##### THE DATA
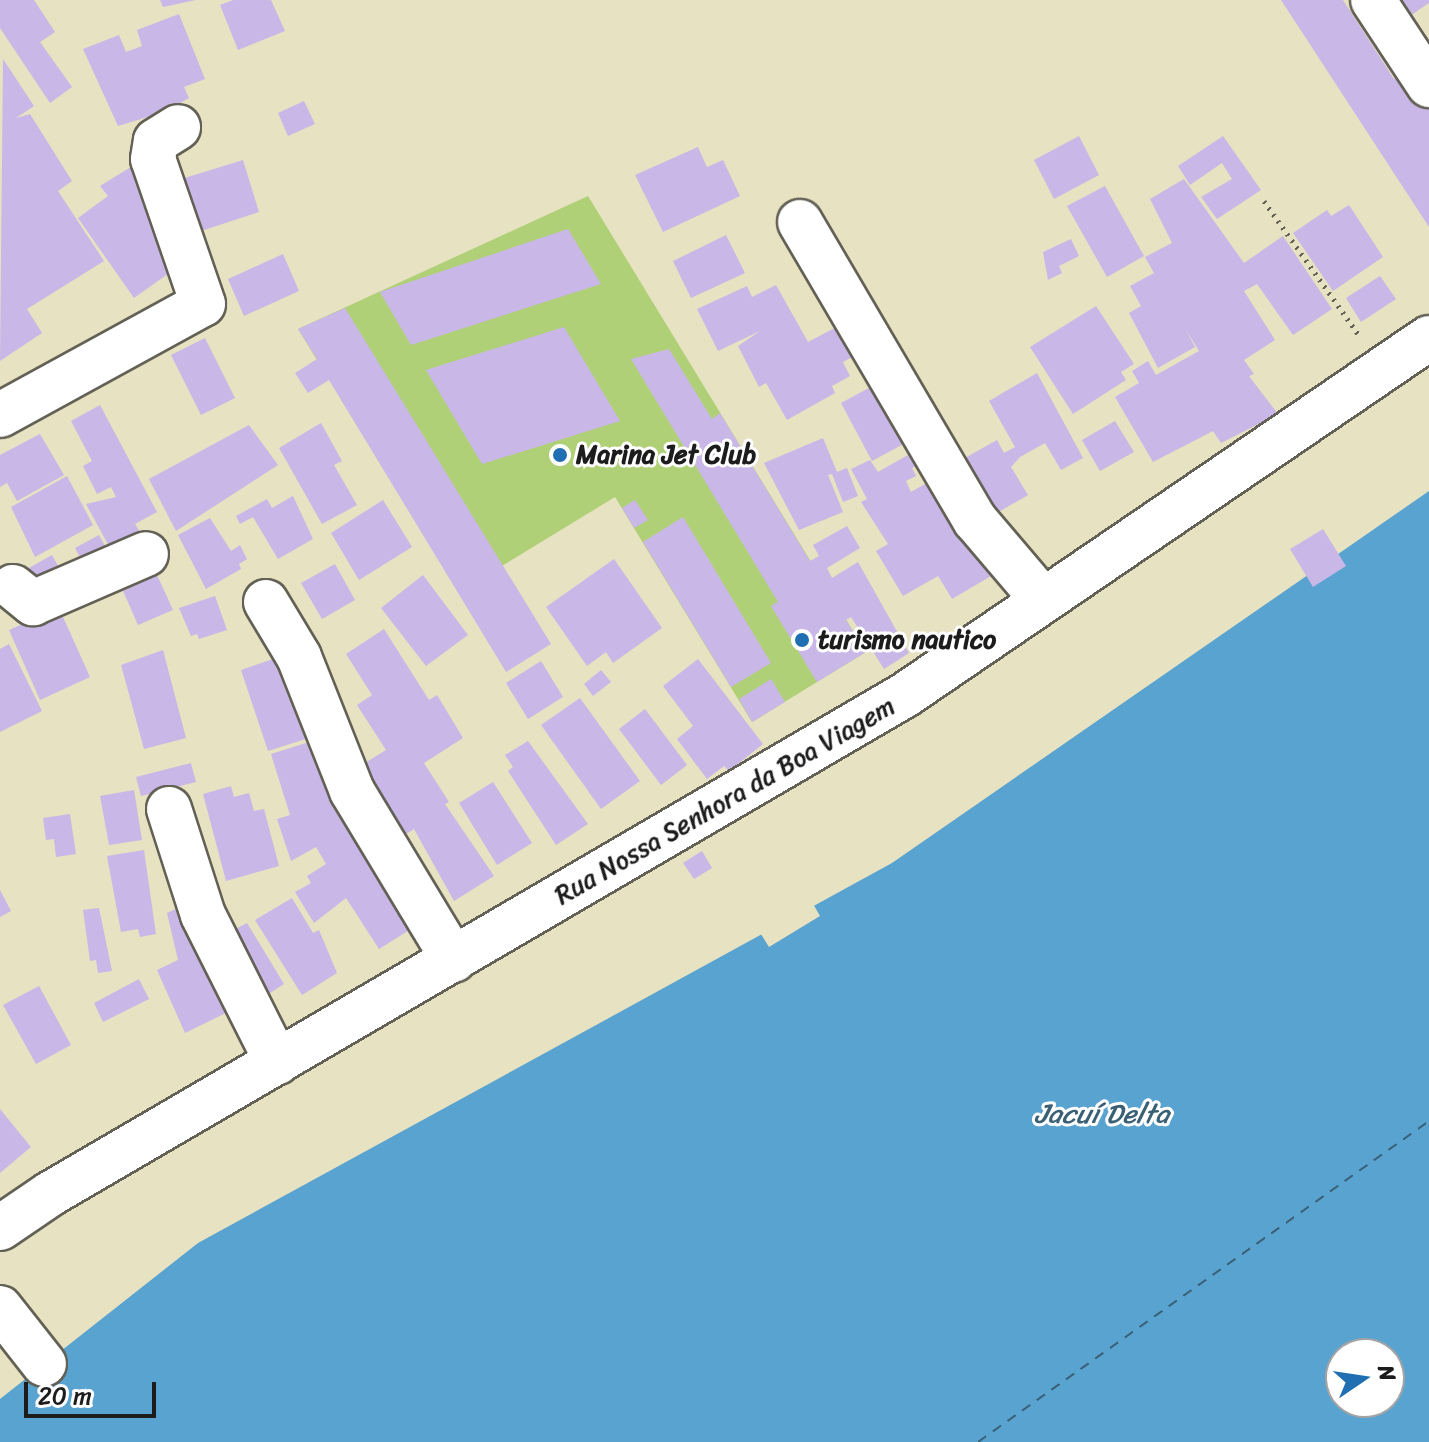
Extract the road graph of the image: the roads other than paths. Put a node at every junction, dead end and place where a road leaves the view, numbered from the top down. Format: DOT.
graph roads {
  1 [pos="1373,0"];
  2 [pos="1429,85"];
  3 [pos="178,127"];
  4 [pos="800,222"];
  5 [pos="1429,338"];
  6 [pos="0,415"];
  7 [pos="146,554"];
  8 [pos="4,583"];
  9 [pos="1043,600"];
  10 [pos="266,602"];
  11 [pos="169,809"];
  12 [pos="454,960"];
  13 [pos="277,1062"];
  14 [pos="0,1228"];
  15 [pos="0,1308"];
  16 [pos="44,1364"];
  1 -- 2 [label="street"];
  3 -- 6 [label="street"];
  4 -- 9 [label="street"];
  5 -- 9 [label="street, Rua Nossa Senhora da Boa Viagem"];
  7 -- 8 [label="street"];
  9 -- 12 [label="street, Rua Nossa Senhora da Boa Viagem"];
  10 -- 12 [label="street"];
  11 -- 13 [label="street"];
  12 -- 13 [label="street, Rua Nossa Senhora da Boa Viagem"];
  13 -- 14 [label="street, Rua Nossa Senhora da Boa Viagem"];
  15 -- 16 [label="street"];
}
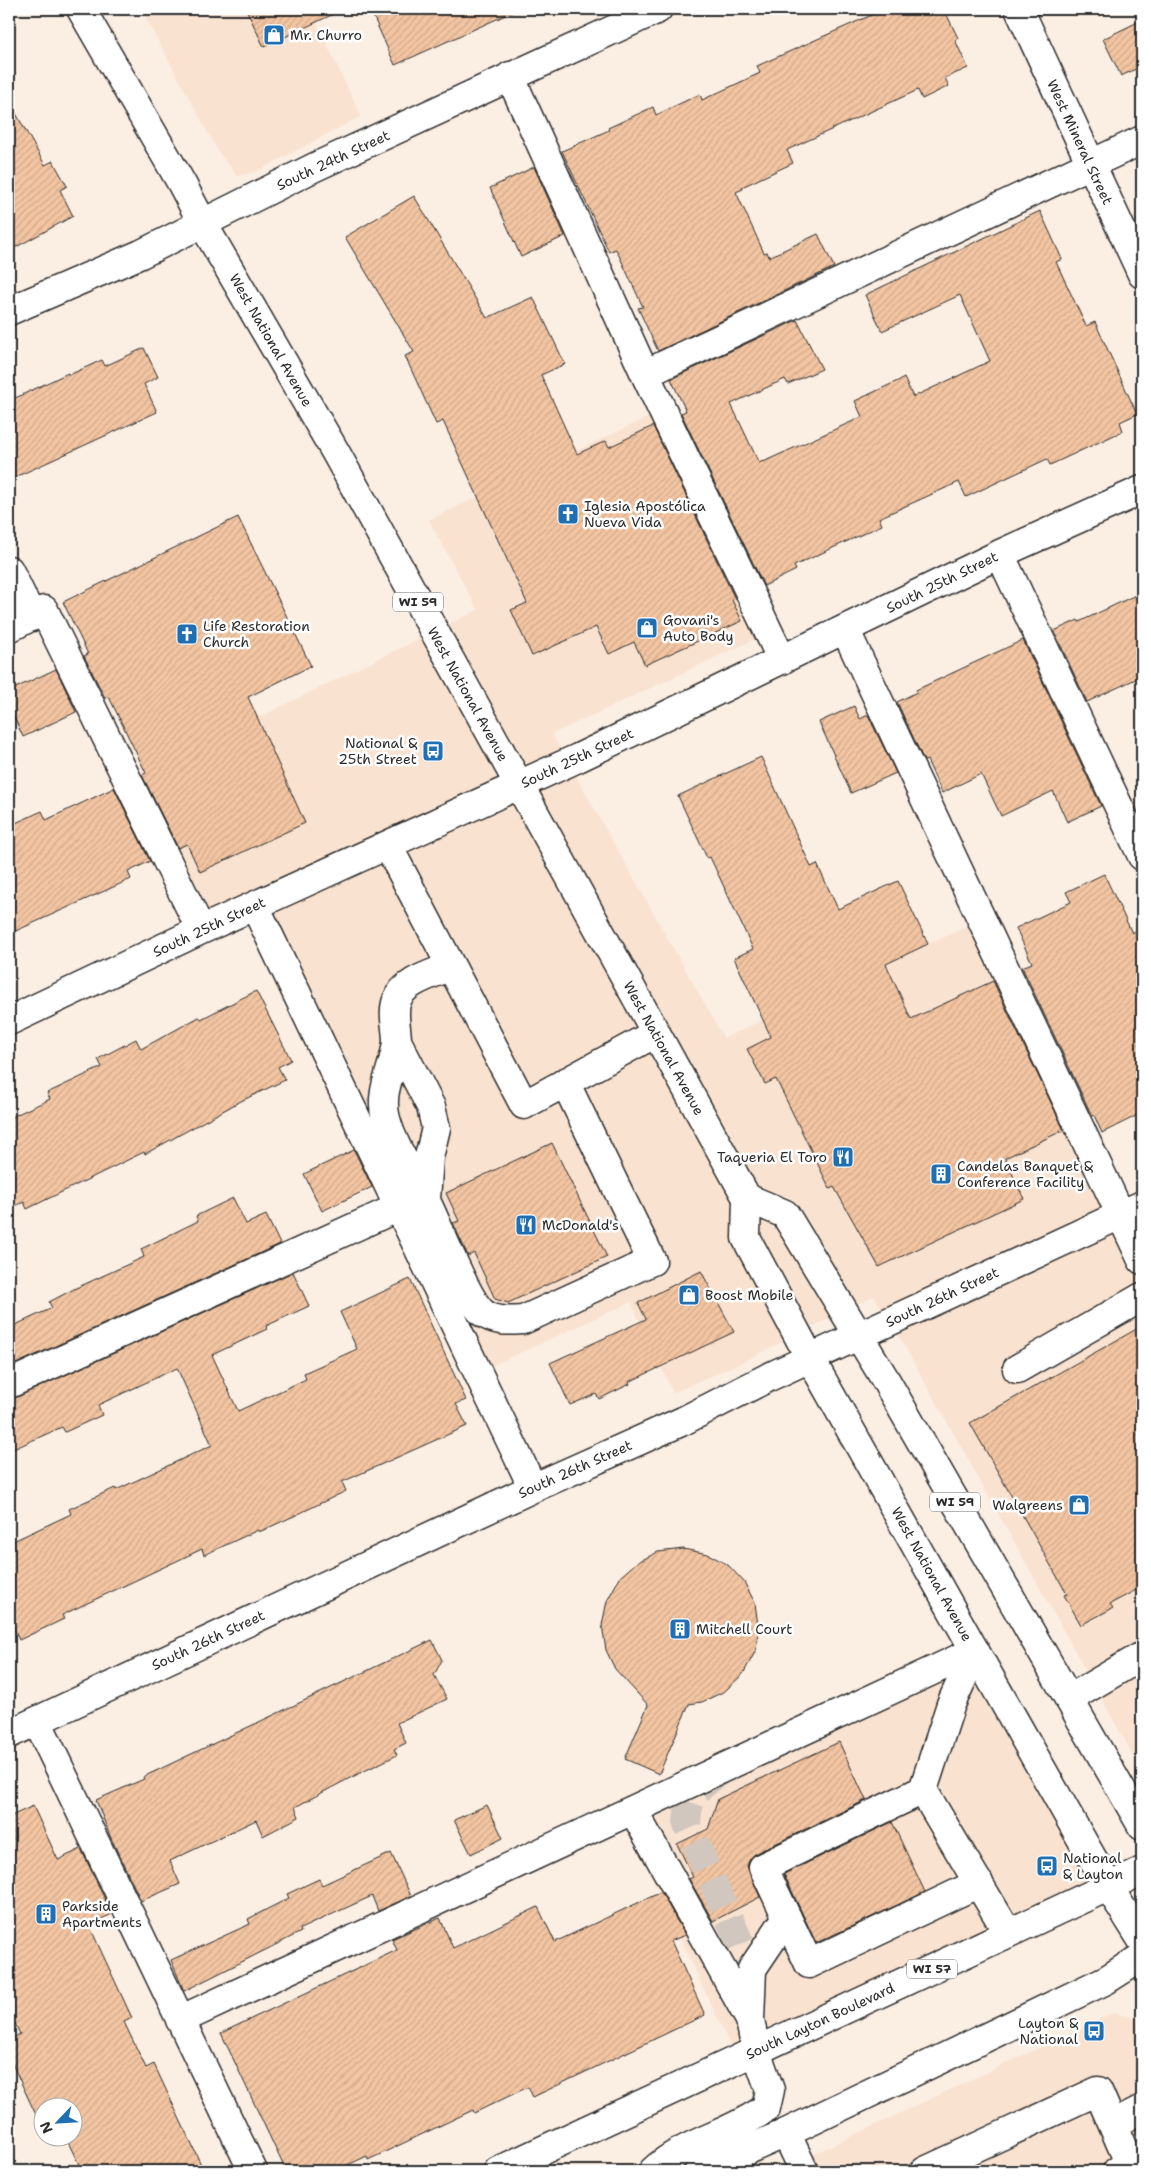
##########
The task calls for all records to be set down precisely, excluding any images.

Extract the road graph of the image: the roads other than paths. Put a node at every junction, dead end and place where a road leaves the view, numbered from the top down. Format: DOT.
graph roads {
  1 [pos="1373,0"];
  2 [pos="1429,85"];
  3 [pos="178,127"];
  4 [pos="800,222"];
  5 [pos="1429,338"];
  6 [pos="0,415"];
  7 [pos="146,554"];
  8 [pos="4,583"];
  9 [pos="1043,600"];
  10 [pos="266,602"];
  11 [pos="169,809"];
  12 [pos="454,960"];
  13 [pos="277,1062"];
  14 [pos="0,1228"];
  15 [pos="0,1308"];
  16 [pos="44,1364"];
  1 -- 2 [label="street"];
  3 -- 6 [label="street"];
  4 -- 9 [label="street"];
  5 -- 9 [label="street, Rua Nossa Senhora da Boa Viagem"];
  7 -- 8 [label="street"];
  9 -- 12 [label="street, Rua Nossa Senhora da Boa Viagem"];
  10 -- 12 [label="street"];
  11 -- 13 [label="street"];
  12 -- 13 [label="street, Rua Nossa Senhora da Boa Viagem"];
  13 -- 14 [label="street, Rua Nossa Senhora da Boa Viagem"];
  15 -- 16 [label="street"];
}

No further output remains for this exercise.